Automatically merging arbitrary Django models - python

I have two Django-ORM managed databases that I'd like to merge. Both have a very similar schema, and both have the standard auth_users table, along with a few other shared tables that reference each other as well as auth_users, which I'd like to merge into a single database automatically.
Understandably, this could be very non-trivial depending upon the foreign-key relationships, and what constitutes a "unique" record in each table.
Does anyone know if there exists a tool to do this merge operation?
If nothing like this currently exists, I was considering writing my own management command, based on the standard loaddata command. Essentially, you'd use the standard dumpdata command to export tables from a source database, and then use a modified version of loaddata to "merge" them into the destination database.
For example, if I have databases A and B, and I want to merge database B into database A, then I'd want to follow a procedure according to the pseudo-code:
merge_database_dst = A
merge_database_src = B
for table in sorted(merge_database_dst.get_redundant_tables(merge_database_src), key=acyclic_dependency):
key = table.get_unique_column_key()
src_id_to_dst_id = {}
for record_src in merge_database_src.table.objects.all():
src_key_value = record_src.get_key_value(key)
try:
record_dst = merge_database_dst.table.objects.get(key)
dst_key_value = record_dst.get_key_value(key)
except merge_database_dst.table.DoesNotExist:
record_dst = merge_database_dst.table(**[(k,convert_fk(v)) for k,v in record_src._meta.fields])
record_dst.save()
dst_key_value = record_dst.get_key_value(key)
src_id_to_dst_id[(table,record_src.id)] = record_dst.id
The convert_fk() function would use the src_id_to_dst_id index to convert foreign key references in the source table to the equivalent IDs in the destination table.
To summarize, the algorithm would iterate over the table to be merged in the order of dependency, with parents iterated over first. So if we wanted to merge tables auth_users and mycustomprofile, which is dependent on auth_users, we'd iterate ['auth_users','mycustomprofile'].
Each merged table would need some sort of indicator documenting the combination of columns that denotes a universally unique record (i.e. the "key").
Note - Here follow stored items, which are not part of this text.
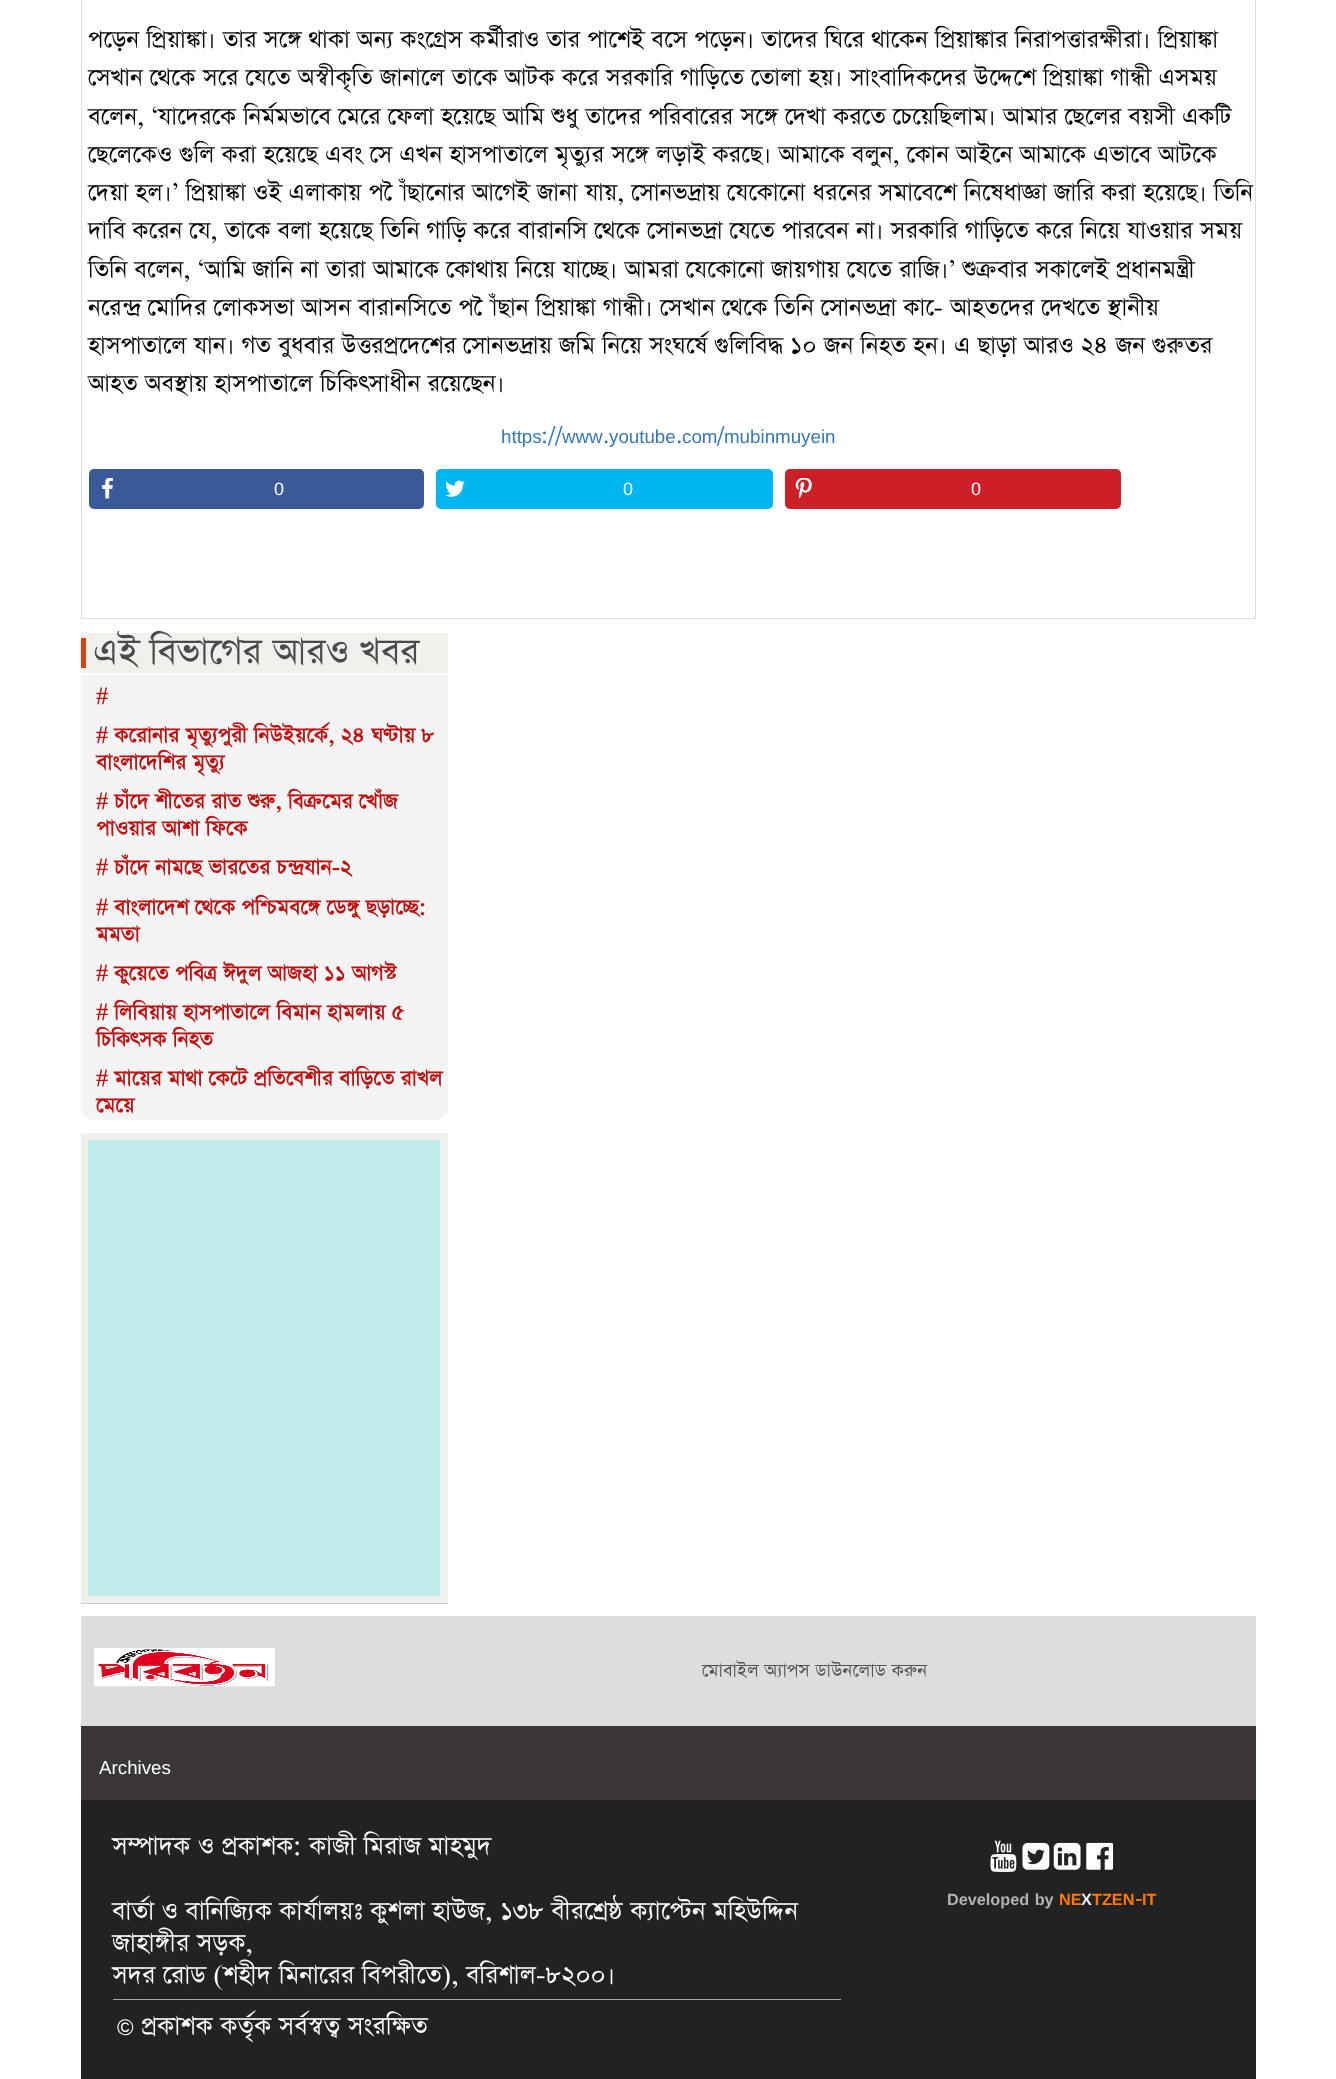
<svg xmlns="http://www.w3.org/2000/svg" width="1336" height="2079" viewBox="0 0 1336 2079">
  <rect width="100%" height="100%" fill="#fff"/>
  <path d="M1255 0h1v619H1255z" fill="#ddd"/>
  <path d="M81 618h1175v1H81z" fill="#ddd"/>
  <path d="M81 0h1v619H81z" fill="#ddd"/>
  <rect x="89" y="469" width="335" height="40" rx="5" fill="#3b5998"/>
  <image x="102" y="478" width="11" height="21" href="img/1.png"/>
  <rect x="436" y="469" width="337" height="40" rx="5" fill="#00b6f1"/>
  <image x="445" y="480" width="20" height="17" href="img/2.png"/>
  <rect x="785" y="469" width="336" height="40" rx="5" fill="#cb2027"/>
  <image x="795" y="478" width="17" height="21" href="img/3.png"/>
  <path d="M81 633h367v40H81z" fill="#f0f0ed"/>
  <path d="M81 638h5v30H81z" fill="#d84315"/>
  <path d="M81 675H448V1107C448 1114 442 1120 435 1120H94C87 1120 81 1114 81 1107Z" fill="#f4f4f4"/>
  <path d="M81 1133h367v470H81z" fill="#f0f0ed"/>
  <path d="M81 1603h367v1H81z" fill="#ccc"/>
  <path d="M88 1140h352v456H88z" fill="#bfedeb"/>
  <path d="M81 1616h1175v110H81z" fill="#ddd"/>
  <image x="94" y="1648" width="181" height="39" href="img/4.png"/>
  <path d="M81 1726h1175v74H81z" fill="#3a3636"/>
  <path d="M81 1800h1175v279H81z" fill="#222"/>
  <path d="M113 1999h728v1H113z" fill="#b1a4a4"/>
  <image x="990" y="1840" width="27" height="32" href="img/5.png"/>
  <image x="1022" y="1842" width="28" height="28" href="img/6.png"/>
  <image x="1053" y="1842" width="28" height="28" href="img/7.png"/>
  <image x="1086" y="1842" width="28" height="28" href="img/8.png"/>
  <g font-family="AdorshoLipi" font-size="21.25" fill="#020202">
    <text x="88" y="48">পড়েন প্রিয়াঙ্কা। তার সঙ্গে থাকা অন্য কংগ্রেস কর্মীরাও তার পাশেই বসে পড়েন। তাদের ঘিরে থাকেন প্রিয়াঙ্কার নিরাপত্তারক্ষীরা। প্রিয়াঙ্কা</text>
    <text x="88" y="86">সেখান থেকে সরে যেতে অস্বীকৃতি জানালে তাকে আটক করে সরকারি গাড়িতে তোলা হয়। সাংবাদিকদের উদ্দেশে প্রিয়াঙ্কা গান্ধী এসময়</text>
    <text x="88" y="125">বলেন, ‘যাদেরকে নির্মমভাবে মেরে ফেলা হয়েছে আমি শুধু তাদের পরিবারের সঙ্গে দেখা করতে চেয়েছিলাম। আমার ছেলের বয়সী একটি</text>
    <text x="88" y="163">ছেলেকেও গুলি করা হয়েছে এবং সে এখন হাসপাতালে মৃত্যুর সঙ্গে লড়াই করছে। আমাকে বলুন, কোন আইনে আমাকে এভাবে আটকে</text>
    <text x="88" y="201">দেয়া হল।’ প্রিয়াঙ্কা ওই এলাকায় পৌঁছানোর আগেই জানা যায়, সোনভদ্রায় যেকোনো ধরনের সমাবেশে নিষেধাজ্ঞা জারি করা হয়েছে। তিনি</text>
    <text x="88" y="239">দাবি করেন যে, তাকে বলা হয়েছে তিনি গাড়ি করে বারানসি থেকে সোনভদ্রা যেতে পারবেন না। সরকারি গাড়িতে করে নিয়ে যাওয়ার সময়</text>
    <text x="88" y="278">তিনি বলেন, ‘আমি জানি না তারা আমাকে কোথায় নিয়ে যাচ্ছে। আমরা যেকোনো জায়গায় যেতে রাজি।’ শুক্রবার সকালেই প্রধানমন্ত্রী</text>
    <text x="88" y="316">নরেন্দ্র মোদির লোকসভা আসন বারানসিতে পৌঁছান প্রিয়াঙ্কা গান্ধী। সেখান থেকে তিনি সোনভদ্রা কা-ে আহতদের দেখতে স্থানীয়</text>
    <text x="88" y="354">হাসপাতালে যান। গত বুধবার উত্তরপ্রদেশের সোনভদ্রায় জমি নিয়ে সংঘর্ষে গুলিবিদ্ধ ১০ জন নিহত হন। এ ছাড়া আরও ২৪ জন গুরুতর</text>
    <text x="88" y="392">আহত অবস্থায় হাসপাতালে চিকিৎসাধীন রয়েছেন।</text>
  </g>
  <text x="501" y="443" font-family="Liberation Sans" font-size="18.75" fill="#337ab7">https</text>
  <text x="541" y="443" font-family="AdorshoLipi" font-size="18.75" fill="#337ab7">://</text>
  <text x="562" y="443" font-family="Liberation Sans" font-size="18.75" fill="#337ab7">www</text>
  <text x="603" y="443" font-family="AdorshoLipi" font-size="18.75" fill="#337ab7">.</text>
  <text x="609" y="443" font-family="Liberation Sans" font-size="18.75" fill="#337ab7">youtube</text>
  <text x="676" y="443" font-family="AdorshoLipi" font-size="18.75" fill="#337ab7">.</text>
  <text x="682" y="443" font-family="Liberation Sans" font-size="18.75" fill="#337ab7">com</text>
  <text x="717" y="443" font-family="AdorshoLipi" font-size="18.75" fill="#337ab7">/</text>
  <text x="724" y="443" font-family="Liberation Sans" font-size="18.75" fill="#337ab7">mubinmuyein</text>
  <g font-family="Liberation Sans" font-size="18" fill="#fff">
    <text x="274" y="495">0</text>
    <text x="623" y="495">0</text>
    <text x="971" y="495">0</text>
  </g>
  <text x="93" y="665" font-family="AdorshoLipi" font-size="32.5" fill="#4a4a4a">এই বিভাগের আরও খবর</text>
  <g font-family="AdorshoLipi" font-size="18.75" font-weight="bold" fill="#bd1112">
    <text x="96" y="704">#</text>
    <text x="96" y="743"># করোনার মৃত্যুপুরী নিউইয়র্কে, ২৪ ঘণ্টায় ৮</text>
    <text x="96" y="770">বাংলাদেশির মৃত্যু</text>
    <text x="96" y="809"># চাঁদে শীতের রাত শুরু, বিক্রমের খোঁজ</text>
    <text x="96" y="836">পাওয়ার আশা ফিকে</text>
    <text x="96" y="875"># চাঁদে নামছে ভারতের চন্দ্রযান-২</text>
    <text x="96" y="915"># বাংলাদেশ থেকে পশ্চিমবঙ্গে ডেঙ্গু ছড়াচ্ছে:</text>
    <text x="96" y="942">মমতা</text>
    <text x="96" y="981"># কুয়েতে পবিত্র ঈদুল আজহা ১১ আগস্ট</text>
    <text x="96" y="1020"># লিবিয়ায় হাসপাতালে বিমান হামলায় ৫</text>
    <text x="96" y="1047">চিকিৎসক নিহত</text>
    <text x="96" y="1086"># মায়ের মাথা কেটে প্রতিবেশীর বাড়িতে রাখল</text>
    <text x="96" y="1113">মেয়ে</text>
  </g>
  <text x="702" y="1677" font-family="AdorshoLipi" font-size="16.25" fill="#555">মোবাইল অ্যাপস ডাউনলোড করুন</text>
  <text x="99" y="1774" font-family="Liberation Sans" font-size="18.75" fill="#fff">Archives</text>
  <g font-family="AdorshoLipi" font-size="22.5" fill="#fff">
    <text x="112" y="1855">সম্পাদক ও প্রকাশক: কাজী মিরাজ মাহমুদ</text>
    <text x="112" y="1920">বার্তা ও বানিজ্যিক কার্যালয়ঃ কুশলা হাউজ, ১৩৮ বীরশ্রেষ্ঠ ক্যাপ্টেন মহিউদ্দিন</text>
    <text x="112" y="1952">জাহাঙ্গীর সড়ক,</text>
    <text x="112" y="1984">সদর রোড (শহীদ মিনারের বিপরীতে), বরিশাল-৮২০০।</text>
  </g>
  <text x="117" y="2035" font-family="Liberation Sans" font-size="22.5" fill="#fff">©</text>
  <text x="141" y="2035" font-family="AdorshoLipi" font-size="22.5" fill="#fff">প্রকাশক কর্তৃক সর্বস্বত্ব সংরক্ষিত</text>
  <text x="947" y="1905" word-spacing="1" font-family="Liberation Sans" font-size="16.25" font-weight="bold" fill="#b3b3b3">Developed by</text>
  <text x="1059" y="1905" font-family="Liberation Sans" font-size="16.25" font-weight="bold" fill="#ff7800">NE</text>
  <text x="1081" y="1905" font-family="Liberation Sans" font-size="16.25" font-weight="bold" fill="#efefef">X</text>
  <text x="1092" y="1905" font-family="Liberation Sans" font-size="16.25" font-weight="bold" fill="#ff7800">TZEN</text>
  <text x="1135" y="1905" font-family="AdorshoLipi" font-size="16.25" font-weight="bold" fill="#ff7800">-</text>
  <text x="1142" y="1905" font-family="Liberation Sans" font-size="16.25" font-weight="bold" fill="#ff7800">IT</text>
</svg>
For auth_users, that might be the "username" and/or "email" column.
If the value of the key in database B already exists in A, then the record is not imported from B, but the ID of the existing record in A is recorded.
If the value of the key in database B does not exist in A, then the record is imported from B, and the ID of the new record is recorded.
Using the previously recorded ID, a mapping is created, explaining how to map foreign-key references to that specific record in B to the new merged/pre-existing record in A. When future records are merged into A, this mapping would be used to convert the foreign keys.
I could still envision some cases where an imported record references a table not included in the dumpdata, which might cause the entire import to fail, therefore some sort of "dryrun" option would be needed to simulate the import to ensure all FK references can be translated.
Does this seem like a practical approach? Is there a better way?
EDIT: This isn't exactly what I'm looking for, but I thought others might find it interesting. The Turbion project has a mechanism for copying changes between equivalent records in different Django models within the same database. It works by defining a translation layer (i.e. merging.ModelLayer) between two Django models, so, say if you update the "www" field in user bob#bob.com's profile, it'll automatically update the "url" field in user bob#bob.com's otherprofile.
The functionality I'm looking for is a bit different, in that I want to merge an entire (or partial) database snapshot at infrequent intervals, sort of the way the loaddata management command does.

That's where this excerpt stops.